--- RECORDS FOR THE TASK Enclosed Below ---

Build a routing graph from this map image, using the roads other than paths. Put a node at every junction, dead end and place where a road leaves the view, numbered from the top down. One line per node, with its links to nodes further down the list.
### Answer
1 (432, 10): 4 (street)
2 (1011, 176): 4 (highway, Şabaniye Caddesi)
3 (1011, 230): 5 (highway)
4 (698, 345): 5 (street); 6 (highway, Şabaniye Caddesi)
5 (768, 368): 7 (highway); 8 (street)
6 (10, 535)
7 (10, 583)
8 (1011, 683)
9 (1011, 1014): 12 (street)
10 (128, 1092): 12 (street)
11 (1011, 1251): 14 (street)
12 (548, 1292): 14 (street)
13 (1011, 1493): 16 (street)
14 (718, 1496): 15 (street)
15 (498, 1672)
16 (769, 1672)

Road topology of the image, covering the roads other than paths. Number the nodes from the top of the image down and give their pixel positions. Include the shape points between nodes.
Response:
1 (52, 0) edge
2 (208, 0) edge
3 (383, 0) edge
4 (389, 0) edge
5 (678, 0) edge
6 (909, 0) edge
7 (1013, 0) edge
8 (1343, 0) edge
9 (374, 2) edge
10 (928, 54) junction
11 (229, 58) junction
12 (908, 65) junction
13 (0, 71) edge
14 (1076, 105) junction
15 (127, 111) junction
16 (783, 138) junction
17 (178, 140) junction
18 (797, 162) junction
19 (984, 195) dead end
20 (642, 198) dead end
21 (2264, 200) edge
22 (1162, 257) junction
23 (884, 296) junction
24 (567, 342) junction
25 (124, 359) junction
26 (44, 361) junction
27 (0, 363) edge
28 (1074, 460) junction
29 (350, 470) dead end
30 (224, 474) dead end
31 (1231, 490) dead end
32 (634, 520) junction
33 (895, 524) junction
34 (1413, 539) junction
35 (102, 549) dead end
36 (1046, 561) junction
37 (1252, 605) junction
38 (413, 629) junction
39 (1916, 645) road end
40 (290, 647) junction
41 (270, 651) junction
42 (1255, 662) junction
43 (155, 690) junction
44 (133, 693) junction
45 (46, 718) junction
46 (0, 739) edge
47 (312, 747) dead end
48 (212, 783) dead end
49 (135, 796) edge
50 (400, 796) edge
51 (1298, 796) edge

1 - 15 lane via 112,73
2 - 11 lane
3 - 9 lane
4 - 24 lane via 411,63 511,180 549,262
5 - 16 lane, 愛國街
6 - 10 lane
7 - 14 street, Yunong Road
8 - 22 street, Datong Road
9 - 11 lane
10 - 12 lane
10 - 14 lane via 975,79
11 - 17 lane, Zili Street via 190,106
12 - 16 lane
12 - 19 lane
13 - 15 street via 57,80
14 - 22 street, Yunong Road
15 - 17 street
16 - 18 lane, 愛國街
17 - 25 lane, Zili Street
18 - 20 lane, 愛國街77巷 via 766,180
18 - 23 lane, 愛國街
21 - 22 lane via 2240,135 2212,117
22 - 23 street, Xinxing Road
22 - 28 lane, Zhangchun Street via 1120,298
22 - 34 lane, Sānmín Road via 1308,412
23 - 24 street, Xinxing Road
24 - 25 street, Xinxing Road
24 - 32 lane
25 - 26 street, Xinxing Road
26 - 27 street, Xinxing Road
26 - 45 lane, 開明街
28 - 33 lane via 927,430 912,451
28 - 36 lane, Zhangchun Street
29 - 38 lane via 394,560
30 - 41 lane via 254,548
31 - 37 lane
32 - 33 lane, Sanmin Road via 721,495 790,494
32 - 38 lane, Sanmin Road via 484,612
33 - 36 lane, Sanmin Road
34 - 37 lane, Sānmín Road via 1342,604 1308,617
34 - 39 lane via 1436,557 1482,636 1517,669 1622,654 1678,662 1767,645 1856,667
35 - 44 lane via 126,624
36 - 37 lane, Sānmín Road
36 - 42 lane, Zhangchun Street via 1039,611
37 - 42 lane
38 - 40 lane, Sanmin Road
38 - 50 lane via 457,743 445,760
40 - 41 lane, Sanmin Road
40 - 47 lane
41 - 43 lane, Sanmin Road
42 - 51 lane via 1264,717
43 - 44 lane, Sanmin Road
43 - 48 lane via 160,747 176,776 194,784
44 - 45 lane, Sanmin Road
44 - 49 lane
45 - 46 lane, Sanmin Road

--- End of Enclosed RECORDS FOR THE TASK ---

Give back every line of the data exactly.

▶ SOLUTION TO THIS PROBLEM
Build a routing graph from this map image, using the roads other than paths. Put a node at every junction, dead end and place where a road leaves the view, numbered from the top down. One line per node, with its links to nodes further down the list.
### Answer
1 (432, 10): 4 (street)
2 (1011, 176): 4 (highway, Şabaniye Caddesi)
3 (1011, 230): 5 (highway)
4 (698, 345): 5 (street); 6 (highway, Şabaniye Caddesi)
5 (768, 368): 7 (highway); 8 (street)
6 (10, 535)
7 (10, 583)
8 (1011, 683)
9 (1011, 1014): 12 (street)
10 (128, 1092): 12 (street)
11 (1011, 1251): 14 (street)
12 (548, 1292): 14 (street)
13 (1011, 1493): 16 (street)
14 (718, 1496): 15 (street)
15 (498, 1672)
16 (769, 1672)

Road topology of the image, covering the roads other than paths. Number the nodes from the top of the image down and give their pixel positions. Include the shape points between nodes.
Response:
1 (52, 0) edge
2 (208, 0) edge
3 (383, 0) edge
4 (389, 0) edge
5 (678, 0) edge
6 (909, 0) edge
7 (1013, 0) edge
8 (1343, 0) edge
9 (374, 2) edge
10 (928, 54) junction
11 (229, 58) junction
12 (908, 65) junction
13 (0, 71) edge
14 (1076, 105) junction
15 (127, 111) junction
16 (783, 138) junction
17 (178, 140) junction
18 (797, 162) junction
19 (984, 195) dead end
20 (642, 198) dead end
21 (2264, 200) edge
22 (1162, 257) junction
23 (884, 296) junction
24 (567, 342) junction
25 (124, 359) junction
26 (44, 361) junction
27 (0, 363) edge
28 (1074, 460) junction
29 (350, 470) dead end
30 (224, 474) dead end
31 (1231, 490) dead end
32 (634, 520) junction
33 (895, 524) junction
34 (1413, 539) junction
35 (102, 549) dead end
36 (1046, 561) junction
37 (1252, 605) junction
38 (413, 629) junction
39 (1916, 645) road end
40 (290, 647) junction
41 (270, 651) junction
42 (1255, 662) junction
43 (155, 690) junction
44 (133, 693) junction
45 (46, 718) junction
46 (0, 739) edge
47 (312, 747) dead end
48 (212, 783) dead end
49 (135, 796) edge
50 (400, 796) edge
51 (1298, 796) edge

1 - 15 lane via 112,73
2 - 11 lane
3 - 9 lane
4 - 24 lane via 411,63 511,180 549,262
5 - 16 lane, 愛國街
6 - 10 lane
7 - 14 street, Yunong Road
8 - 22 street, Datong Road
9 - 11 lane
10 - 12 lane
10 - 14 lane via 975,79
11 - 17 lane, Zili Street via 190,106
12 - 16 lane
12 - 19 lane
13 - 15 street via 57,80
14 - 22 street, Yunong Road
15 - 17 street
16 - 18 lane, 愛國街
17 - 25 lane, Zili Street
18 - 20 lane, 愛國街77巷 via 766,180
18 - 23 lane, 愛國街
21 - 22 lane via 2240,135 2212,117
22 - 23 street, Xinxing Road
22 - 28 lane, Zhangchun Street via 1120,298
22 - 34 lane, Sānmín Road via 1308,412
23 - 24 street, Xinxing Road
24 - 25 street, Xinxing Road
24 - 32 lane
25 - 26 street, Xinxing Road
26 - 27 street, Xinxing Road
26 - 45 lane, 開明街
28 - 33 lane via 927,430 912,451
28 - 36 lane, Zhangchun Street
29 - 38 lane via 394,560
30 - 41 lane via 254,548
31 - 37 lane
32 - 33 lane, Sanmin Road via 721,495 790,494
32 - 38 lane, Sanmin Road via 484,612
33 - 36 lane, Sanmin Road
34 - 37 lane, Sānmín Road via 1342,604 1308,617
34 - 39 lane via 1436,557 1482,636 1517,669 1622,654 1678,662 1767,645 1856,667
35 - 44 lane via 126,624
36 - 37 lane, Sānmín Road
36 - 42 lane, Zhangchun Street via 1039,611
37 - 42 lane
38 - 40 lane, Sanmin Road
38 - 50 lane via 457,743 445,760
40 - 41 lane, Sanmin Road
40 - 47 lane
41 - 43 lane, Sanmin Road
42 - 51 lane via 1264,717
43 - 44 lane, Sanmin Road
43 - 48 lane via 160,747 176,776 194,784
44 - 45 lane, Sanmin Road
44 - 49 lane
45 - 46 lane, Sanmin Road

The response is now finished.